A defendant who seeks a new trial based on newly discovered evidence must establish that: (1) the new evidence was discovered after trial; (2) failure to discover the evidence before trial was not attributable to his lack of diligence; (3) the evidence is material to the issues at trial; and (4) the evidence is of such a nature that it would probably produce a different verdict in the event of retrial. State v. Cavalier, 96-3052 (La. 10/31/97), 701 So.2d 949, 951 (per curiam).
The trial court has much discretion in ruling on a motion for new trial. State v. Hammons, 597 So.2d 990, 994 (La. 1992). In ruling on a motion for new trial, the trial court's duty is not to weigh the evidence as though it were a trier of fact determining guilt or innocence; rather its duty is the narrow one of determining whether there is new material fit for a new trier of fact's judgment. Cavalier, 701 So.2d at 951; State v. Prudholm, 446 So.2d 729, 736 (La. 1984). The merits of a motion for new trial based on newly discovered evidence should be viewed with extreme caution in the interest of preserving the finality of judgments. Furthermore, where the issue on a motion for new trial primarily involves a question of credibility, the trier of fact is better situated to make such determinations. See State v. Tyler, 342 So.2d 574, 588 (La. 1977), cert denied, 431 U.S. 917, 97 S.Ct. 2180, 53 L.Ed.2d 227 (1977). Discussing the issue of credibility as a basis for a new trial in Tyler, the Louisiana Supreme Court stated:
Experience teaches that recantations of trial testimony should be looked upon with the utmost suspicion. And, as a legal proposition, a new trial should not be granted on the ground that the newly discovered evidence destroys the credibility of the state's witness.342 So.2d at 588 (citations omitted).
The trial court held three hearings before denying defendant's motion for new trial. At the first hearing, J.B. (K.K.'s grandmother) testified that K.K. returned to live at her mother's home after trial, having resided in foster care for much of the period since her report of abuse. According to J.B., K.K. told her that she did not want defendant to go to jail for something he did not do, and she explicitly stated that defendant never touched her. J.B. stated that K.K. told her she had been coaxed by Almanza into making the accusation against defendant. On cross-examination, J.B. admitted under the state's questioning that L.K. did not currently have a job and that defendant had a good job at the time of his arrest.

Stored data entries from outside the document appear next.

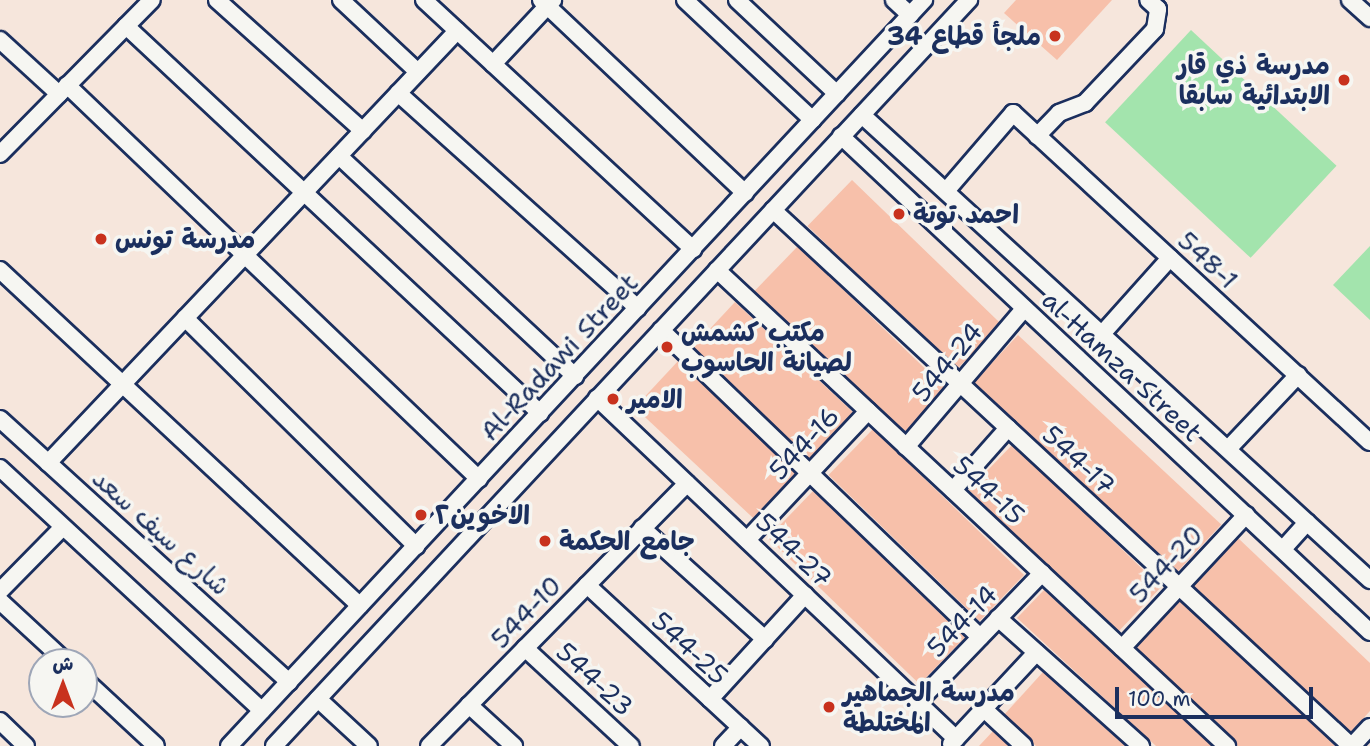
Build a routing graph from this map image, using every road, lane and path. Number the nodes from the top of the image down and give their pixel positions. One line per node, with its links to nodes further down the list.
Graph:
1 (152, 0): 15 (street)
2 (218, 0): 25 (street)
3 (341, 0): 19 (street)
4 (424, 0): 16 (street)
5 (685, 0): 24 (street)
6 (737, 0): 22 (street)
7 (894, 0): 13 (street)
8 (925, 0): 13 (street, Al-Radawi Street)
9 (969, 0): 23 (street)
10 (1148, 0): 27 (street)
11 (1350, 0): 14 (street)
12 (547, 2): 18 (street); 32 (street)
13 (910, 15): 22 (street, Al-Radawi Street)
14 (1370, 18)
15 (126, 26): 20 (street); 31 (street)
16 (457, 31): 18 (street); 19 (street)
17 (0, 40): 20 (street)
18 (493, 64): 34 (street)
19 (418, 72): 21 (street)
20 (63, 90): 28 (street); 35 (street)
21 (398, 93): 25 (street); 39 (street)
22 (837, 94): 24 (street, Al-Radawi Street)
23 (862, 115): 26 (street); 30 (street, al-Hamza Street)
24 (813, 120): 32 (street, Al-Radawi Street)
25 (363, 131): 29 (street)
26 (841, 136): 33 (street); 40 (street, al-Hamza Street)
27 (1037, 136): 30 (street, 548-1); 36 (street, 548-1)
28 (0, 154)
29 (339, 156): 31 (street); 45 (street)
30 (946, 191): 43 (street, al-Hamza Street)
31 (304, 192): 35 (street); 50 (street)
32 (745, 193): 34 (street, Al-Radawi Street)
33 (773, 210): 38 (street); 47 (street, 544-17)
34 (692, 249): 39 (street, Al-Radawi Street)
35 (243, 257): 41 (street); 60 (street)
36 (1170, 258): 43 (street); 44 (street, 548-1)
37 (0, 270): 46 (street)
38 (717, 270): 42 (street); 49 (street, 544-15)
39 (638, 308): 45 (street, Al-Radawi Street)
40 (1024, 309): 47 (street, 544-24); 63 (street, al-Hamza Street)
41 (185, 318): 46 (street); 68 (street)
42 (661, 330): 48 (street); 59 (street)
43 (1101, 334): 56 (street, al-Hamza Street)
44 (1298, 375): 53 (street, 548-1); 56 (street)
45 (575, 376): 50 (street, Al-Radawi Street)
46 (124, 383): 57 (street); 77 (street)
47 (960, 383): 52 (street, 544-17); 55 (street, 544-24)
48 (597, 398): 54 (street); 61 (street, 544-27)
49 (868, 411): 55 (street, 544-15); 59 (street, 544-16)
50 (536, 418): 54 (street); 60 (street, Al-Radawi Street)
51 (0, 419): 57 (street, شارع سيف سعد)
52 (1008, 428): 62 (street); 73 (street, 544-17)
53 (1370, 442)
54 (555, 443): 88 (street)
55 (906, 447): 62 (street, 544-15)
56 (1227, 449): 64 (street, al-Hamza Street)
57 (48, 463): 86 (street, شارع سيف سعد)
58 (0, 468): 65 (street)
59 (810, 473): 67 (street, 544-16); 80 (street)
60 (478, 479): 68 (street, Al-Radawi Street)
61 (687, 483): 66 (street, 544-10); 67 (street, 544-27)
62 (953, 490): 70 (street, 544-15)
63 (1246, 515): 69 (street, al-Hamza Street); 73 (street, 544-20)
64 (1307, 522): 69 (street); 71 (street, al-Hamza Street)
65 (62, 528): 74 (street); 93 (street)
66 (642, 528): 72 (street, 544-10); 81 (street)
67 (747, 540): 75 (street, 544-27)
68 (416, 546): 77 (street, Al-Radawi Street)
69 (1283, 549): 79 (street, al-Hamza Street)
70 (1042, 573): 78 (street, 544-14); 84 (street, 544-15)
71 (1370, 580)
72 (587, 585): 83 (street, 544-10); 89 (street, 544-25)
73 (1178, 586): 84 (street, 544-20); 111 (street, 544-17)
74 (0, 591)
75 (806, 595): 81 (street); 90 (street, 544-27)
76 (0, 601): 82 (street)
77 (360, 606): 86 (street, Al-Radawi Street)
78 (998, 618): 80 (street, 544-14); 85 (street)
79 (1370, 632)
80 (980, 637): 90 (street, 544-14)
81 (765, 639): 89 (street)
82 (51, 648)
83 (525, 648): 91 (street, 544-10); 105 (street, 544-23)
84 (1122, 648): 110 (street, 544-15)
85 (1036, 653): 92 (street); 109 (street)
86 (289, 682): 93 (street, Al-Radawi Street)
87 (98, 692): 100 (street)
88 (318, 699): 97 (street); 102 (street)
89 (710, 699): 95 (street, 544-25)
90 (918, 702): 98 (street, 544-27)
91 (469, 705): 103 (street, 544-10); 104 (street)
92 (984, 709): 98 (street); 108 (street)
93 (262, 711): 101 (street, Al-Radawi Street)
94 (0, 721): 99 (street)
95 (741, 727): 106 (street); 107 (street, 544-25)
96 (1370, 727): 111 (street)
97 (285, 742)
98 (953, 742)
99 (26, 746)
100 (156, 746)
101 (229, 746)
102 (369, 746)
103 (429, 746)
104 (514, 746)
105 (631, 746)
106 (723, 746)
107 (761, 746)
108 (1024, 746)
109 (1140, 746)
110 (1227, 746)
111 (1351, 746)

K.K.'s brother also testified at this first hearing. He stated he had heard A.C. say that her own allegations against defendant were not true and that she made them because her mother (T.C., the aunt who was present with Almanza at K.K.'s disclosure) had threatened her to do so. K.K.'s brother also confirmed the victim's post-trial recantation, explaining that K.K. said the allegations were not true and that Almanza forced her into making these allegations by threatening to call the Office of Community Services and have K.K. removed from her home. On cross-examination, K.K.'s brother said that he and his mom were present at their home when K.K. recanted her allegations against defendant.
At trial, K.K.'s brother testified to this same effect as a defense witness.
The Office of Community Services has been renamed the Department of Children and Family Services. --------
K.K. herself was also present at this first hearing on the motion for new trial. On the advice of appointed counsel, she invoked her Fifth Amendment right not to testify.
Two additional witnesses testified at the second hearing. K.C., A.C.'s sister and K.K.'s cousin, was the first witness to testify. She stated that she was present, along with her mother (T.C.), Almanza, and K.K., when K.K. made the allegations against defendant on November 18, 2012. According to K.C., K.K. had come to spend the weekend with them. On the night before K.K. made the allegations, the family held a barbecue. K.C. described that Almanza came into the house and asked K.K. to go into the bathroom with her. K.C. did not know what occurred while K.K. and Almanza were in the bathroom, but they were in there for approximately five to ten minutes. Almanza exited the bathroom first, with K.K. exiting shortly after. According to K.C., everything seemed normal at the time. K.K. made her allegation the following afternoon. K.C. testified that she talked to K.K. "a couple of times" about the incident, and "her story never changed." After trial, K.C. again spoke with K.K., at which time she stated that Almanza had forced her to make the allegations. On cross-examination, K.C. said that L.K. brought up the topic of K.K.'s recantation when K.C. saw K.K., her brother, and L.K. at a Dollar Store in Mount Hermon.
Jeremy Williams, a friend of K.K.'s family, also testified at the second hearing. He described that on the day K.K. made her allegations, he was outside of T.C.'s house as a police officer walked K.K. to his car. According to Williams, K.K. told him at that point, "I said something wrong and they're bringing me to another home." He stated that K.K. also said, "I got pressured into saying stuff about my dad touching me." Williams said that when he pressed K.K. further, the police officer told K.K. she could not say anything else and that she had to get into the car. Williams stated that he later talked to K.K. after the trial, and she repeated she had been pressured into making the allegations. On cross-examination, Williams admitted that L.K. was present for K.K.'s post-trial recantation. He also acknowledged that he never went to the police about what K.K. allegedly told him on the day of her report, but he explained on re-direct examination that he did not know he was supposed to tell anyone and preferred to stay out of what he considered to be family business.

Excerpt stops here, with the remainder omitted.